U.S. court reverses ruling barring Muslim scholar

This happened while I was overseas, so I didn’t get a change to post it here, but it is progress and I wish to acknowledge it.  Ramadan in an eminent, astute and highly respected scholar.  In fact he has been recently appointed a new Islamic Studies Chair at the University of Oxford.  He has done a great deal of meritorious scholarly work on Islam and the West and I was shocked that my country would deny him a visa.

NEW YORK (Reuters) – A U.S. federal appeals court on Friday reversed a lower court ruling that had upheld the U.S. government’s right to bar Swiss Muslim scholar Tariq Ramadan from entering the United States.

The ruling boosts the hopes of Ramadan and U.S. civil rights groups who argue that the U.S. government had unlawfully revoked Ramadan’s visa several times in 2004. The case was sent back to a lower court for further consideration.

Civil rights groups had appealed a federal judge’s ruling in 2007 that upheld the government’s right to ban Ramadan.

The U.S. government initially gave no reason for the ban but government lawyers later said he was barred because he gave 1,670 Swiss francs, then worth $1,336, to a Swiss-based charity, the Association de Secours Palestinien, or ASP, from 1998 to 2002.

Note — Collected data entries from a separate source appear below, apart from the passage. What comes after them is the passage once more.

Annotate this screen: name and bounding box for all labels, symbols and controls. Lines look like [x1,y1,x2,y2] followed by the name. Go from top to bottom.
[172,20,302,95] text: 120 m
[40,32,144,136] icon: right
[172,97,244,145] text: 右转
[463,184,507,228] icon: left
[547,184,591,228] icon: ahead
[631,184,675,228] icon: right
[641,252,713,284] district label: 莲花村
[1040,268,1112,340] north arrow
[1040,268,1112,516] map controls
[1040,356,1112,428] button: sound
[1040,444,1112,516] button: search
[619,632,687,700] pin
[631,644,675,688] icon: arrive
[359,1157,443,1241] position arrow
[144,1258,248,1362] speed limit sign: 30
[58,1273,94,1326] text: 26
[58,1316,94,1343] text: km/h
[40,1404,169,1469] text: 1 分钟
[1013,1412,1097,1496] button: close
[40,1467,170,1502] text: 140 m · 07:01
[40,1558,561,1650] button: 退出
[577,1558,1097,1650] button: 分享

Washington listed ASP as a banned group in 2003, saying it supported terrorism and had contributed funds to the Palestinian Islamist group Hamas.

On Friday, the U.S. Second Circuit Court of Appeals said it was unclear whether the consulate officer who considered Ramadan’s case had given the professor the opportunity to answer whether he knew he had contributed funds to an organization designated a terrorist organization.

The consulate officer “was required to confront Ramadan with the allegation against him” and let him explain whether he knew “the recipient of his contributions was a terrorist organization,” the ruling said, adding that “the record was unclear whether the consular officer had done so.”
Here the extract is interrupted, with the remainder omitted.